» WHAT YOU SHOULD DO:
Within the records, which lines hold the string "linecap"? Report each one by copying it.

» THE RECORDS:
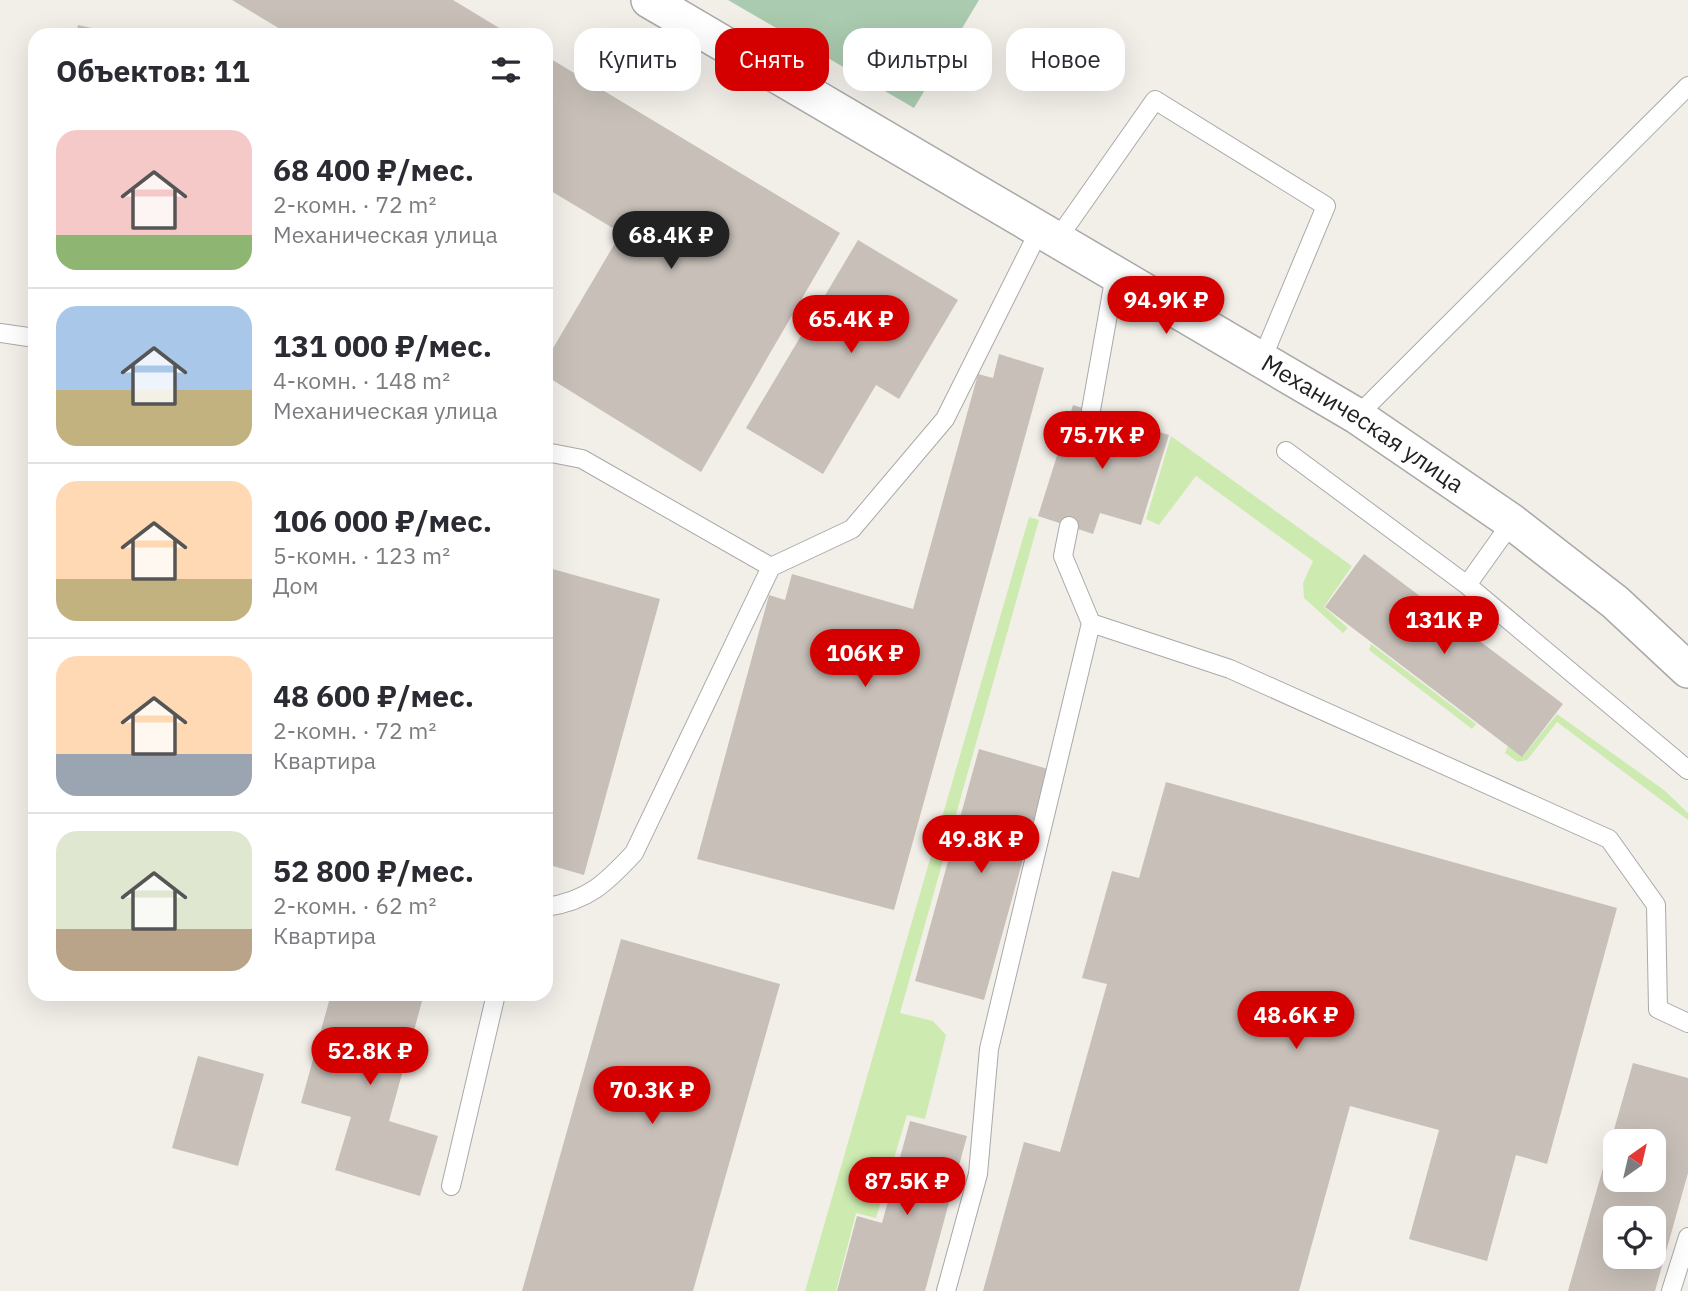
<!DOCTYPE html>
<html lang="ru">
<head>
<meta charset="utf-8">
<style>
  body { margin:0; font-family:"IBM Plex Sans",sans-serif; background:#f7f7f7; color:#2b2b33; height:100vh; display:flex; flex-direction:column; font-size:26px; white-space:nowrap }
  * { box-sizing:border-box; margin:0 }
  p { font-size:23px; color:#7c7c81 }
  .icon { flex:none; width:38px; height:38px; fill:none; stroke:currentColor; stroke-width:2; stroke-linecap:round; stroke-linejoin:round }
  .map { position:relative; flex:1; overflow:hidden }
  .details { position:absolute; left:28px; top:28px; width:525px; height:973px; display:flex; flex-direction:column; background:#fff; border-radius:21px; box-shadow:0 7px 28px #0002 }
  .details>* { flex:none }
  .guide { position:absolute; left:574px; top:28px; width:665px; height:63px; display:flex; gap:14px }
  .needle { width:46px; rotate:34deg }
  .buttons { position:absolute; left:1603px; top:1129px; display:grid; gap:14px }
  .buttons a { display:grid; place-items:center; width:63px; height:63px; border-radius:14px; background:#fff; box-shadow:0 7px 28px #0002; font-size:35px }
  .price { position:absolute; translate:-50% -60px; padding:0 16px; border-radius:24px; background:#d40000; color:#fff; font-size:23px; line-height:46px; filter:drop-shadow(0 2px 4px #0008) }
  .price::after { content:''; position:absolute; left:50%; top:42px; width:21px; height:16px; margin-left:-10px; background:inherit; clip-path:polygon(0 0,100% 0,50% 100%) }
  .price.selected { background:#222; color:#fff }
  ul { padding:0; list-style:none }
  li { display:flex; align-items:center; gap:21px; height:175px; padding:0 28px }
  li+li { border-top:2px solid #e1e1e2 }
  li span { display:grid; place-items:center; flex:none; width:196px; height:140px; border-radius:21px; color:#555 }
  li>.icon { margin-inline-start:auto }
  span .icon { width:84px; height:84px; fill:#fffc; stroke-width:1 }
  li b { font-size:30px }
  h2 { display:flex; justify-content:space-between; align-items:center; height:84px; padding:0 28px; font-size:30px }
  .chip { padding:0 24px; border-radius:21px; background:#fff; box-shadow:0 7px 28px #0002; font-size:24px; line-height:63px }
  .chip.selected { background:#d40000; color:#fff }
  .map>svg:first-child { display:block }
</style>
</head>
<body>
<div class="map">
<svg width="1688" height="1291" viewBox="0 0 1688 1291">
  <rect width="100%" height="100%" fill="#f2efe9"/>
  <!-- grass -->
  <path fill="#cdebb0" d="M1171,436L1352,566L1324,607L1348,628L1343,633L1304,598L1303,583L1313,561L1196,476L1159,525L1146,519Z
    M1029,517L1039,520L900,1013L933,1021L946,1035L925,1119L907,1115L876,1218L856,1213L836,1291H805Z
    M1371,644L1476,724L1472,729L1369,650Z
    M1557,714L1664,790L1688,813V820L1557,722L1527,760L1518,762L1505,753L1508,746L1523,756Z"/>
  <!-- cemetery -->
  <path fill="#aacbaf" d="M728,0H979L914,108Z"/>
  <!-- building -->
  <path fill="#c7bfb8" fill-rule="evenodd" d="M232,0H453L511,35H290Z
    M78,25L110,32L109,35H76Z
    M546,56L840,233L701,472L546,376V360L621,233L546,188Z
    M858,240L958,300L899,399L876,385L823,474L746,428Z
    M999,354L1044,368L894,910L697,859L769,595L785,600L792,574L913,609L978,374L993,378Z
    M1073,405L1169,435L1141,525L1100,513L1093,534L1038,516Z
    M1364,554L1563,704L1522,757L1325,607Z
    M549,568L660,599L584,875L546,864V578Z
    M979,749L1048,769L984,1000L915,981Z
    M1166,782L1617,908L1547,1164L1516,1155L1487,1261L1409,1239L1439,1130L1350,1106L1299,1291H983L1024,1142L1060,1152L1107,984L1082,978L1112,871L1139,878Z
    M621,939L780,984L693,1291H522Z
    M331,994H424L389,1121L438,1136L420,1196L335,1170L351,1117L301,1103Z
    M198,1056L264,1074L238,1166L172,1148Z
    M1633,1063L1688,1078V1173L1655,1291H1568ZM1615,1141H1654V1180H1615ZM1615,1218H1654V1256H1615Z
    M910,1121L967,1136L925,1291H837L857,1216L882,1223Z"/>
  <g fill="none" stroke-linecap="round" stroke-linejoin="round">
    <!-- lane casing -->
    <g stroke="#a9a9a9" stroke-width="20">
      <path id="lane" d="M1056,241L1155,100L1326,206L1262,359
        M0,333L35,338
        M1091,410L1115,275
        M1357,416L1688,86
        M1286,451L1467,585L1688,770
        M546,452L582,459L771,567L852,529L945,419L1039,231
        M1069,526L1063,556L1091,623
        M1467,585L1512,522
        M546,907C588,901 606,883 634,853L771,567
        M451,1186L496,994
        M946,1291L978,1174L989,1049L1091,623L1230,669L1609,839L1656,905L1658,1009L1688,1023
        M1671,1291L1688,1237"/>
    </g>
    <!-- street casing -->
    <g stroke="#a9a9a9" stroke-width="38">
      <g id="street">
        <path id="s1" d="M649,0L1357,416L1512,522L1615,602L1688,670"/>
      </g>
    </g>
    <!-- lane -->
    <use href="#lane" stroke="#fff" stroke-width="18"/>
    <!-- street -->
    <use href="#street" stroke="#fff" stroke-width="35"/>
  </g>
  <g text-anchor="middle" stroke-width="5" stroke-linejoin="round" paint-order="stroke">
    <!-- street labels -->
    <g font-size="24" fill="#222" stroke="#fff">
      <text dy="8" stroke="none"><textPath href="#s1" startOffset="830">Механическая улица</textPath></text>
    </g>
  </g>
</svg>
<div class="buttons">
<a><svg class="needle" viewBox="-14 -14 28 28"><path d="M0-13l5 13h-10z" fill="#e53935"/><path d="M0 13l5-13h-10z" fill="#7c7c81"/></svg></a>
<a><svg class="icon" aria-label="locate" viewBox="0 0 24 24"><circle cx="12" cy="12" r="6"/><path d="M12 2v4M12 18v4M2 12h4M18 12h4"/></svg></a>
</div>
<b class="price selected" style="left:671px;top:271px">68.4K ₽</b>
<b class="price" style="left:1166px;top:336px">94.9K ₽</b>
<b class="price" style="left:851px;top:355px">65.4K ₽</b>
<b class="price" style="left:1102px;top:471px">75.7K ₽</b>
<b class="price" style="left:1444px;top:656px">131K ₽</b>
<b class="price" style="left:865px;top:689px">106K ₽</b>
<b class="price" style="left:981px;top:875px">49.8K ₽</b>
<b class="price" style="left:1296px;top:1051px">48.6K ₽</b>
<b class="price" style="left:370px;top:1087px">52.8K ₽</b>
<b class="price" style="left:652px;top:1126px">70.3K ₽</b>
<b class="price" style="left:907px;top:1217px">87.5K ₽</b>
<div class="guide">
<a class="chip">Купить</a>
<a class="chip selected">Снять</a>
<a class="chip">Фильтры</a>
<a class="chip">Новое</a>
</div>
<section class="details">
<h2>Объектов: 11<svg class="icon" aria-label="filters" viewBox="0 0 24 24"><path d="M4 7h16M4 17h16"/><circle cx="9" cy="7" r="2"/><circle cx="15" cy="17" r="2"/></svg></h2>
<ul>
<li><span style="background:linear-gradient(#f6c9c9 75%,#8fb573 0)"><svg class="icon" aria-label="home" viewBox="0 0 24 24"><path d="M3 11l9-7 9 7M6 9v11h12V9"/></svg></span><div><b>68 400 ₽/мес.</b><p>2-комн. · 72 m²</p><p>Механическая улица</p></div></li>
<li><span style="background:linear-gradient(#a9c7e8 60%,#c2b280 0)"><svg class="icon" aria-label="home" viewBox="0 0 24 24"><path d="M3 11l9-7 9 7M6 9v11h12V9"/></svg></span><div><b>131 000 ₽/мес.</b><p>4-комн. · 148 m²</p><p>Механическая улица</p></div></li>
<li><span style="background:linear-gradient(#ffd9b3 70%,#c2b280 0)"><svg class="icon" aria-label="home" viewBox="0 0 24 24"><path d="M3 11l9-7 9 7M6 9v11h12V9"/></svg></span><div><b>106 000 ₽/мес.</b><p>5-комн. · 123 m²</p><p>Дом</p></div></li>
<li><span style="background:linear-gradient(#ffd9b3 70%,#9aa5b1 0)"><svg class="icon" aria-label="home" viewBox="0 0 24 24"><path d="M3 11l9-7 9 7M6 9v11h12V9"/></svg></span><div><b>48 600 ₽/мес.</b><p>2-комн. · 72 m²</p><p>Квартира</p></div></li>
<li><span style="background:linear-gradient(#dfe7d0 70%,#b9a48a 0)"><svg class="icon" aria-label="home" viewBox="0 0 24 24"><path d="M3 11l9-7 9 7M6 9v11h12V9"/></svg></span><div><b>52 800 ₽/мес.</b><p>2-комн. · 62 m²</p><p>Квартира</p></div></li>
</ul>
</section>
</div>
</body>
</html>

» OUTPUT OF THE EXERCISE:
  .icon { flex:none; width:38px; height:38px; fill:none; stroke:currentColor; stroke-width:2; stroke-linecap:round; stroke-linejoin:round }
  <g fill="none" stroke-linecap="round" stroke-linejoin="round">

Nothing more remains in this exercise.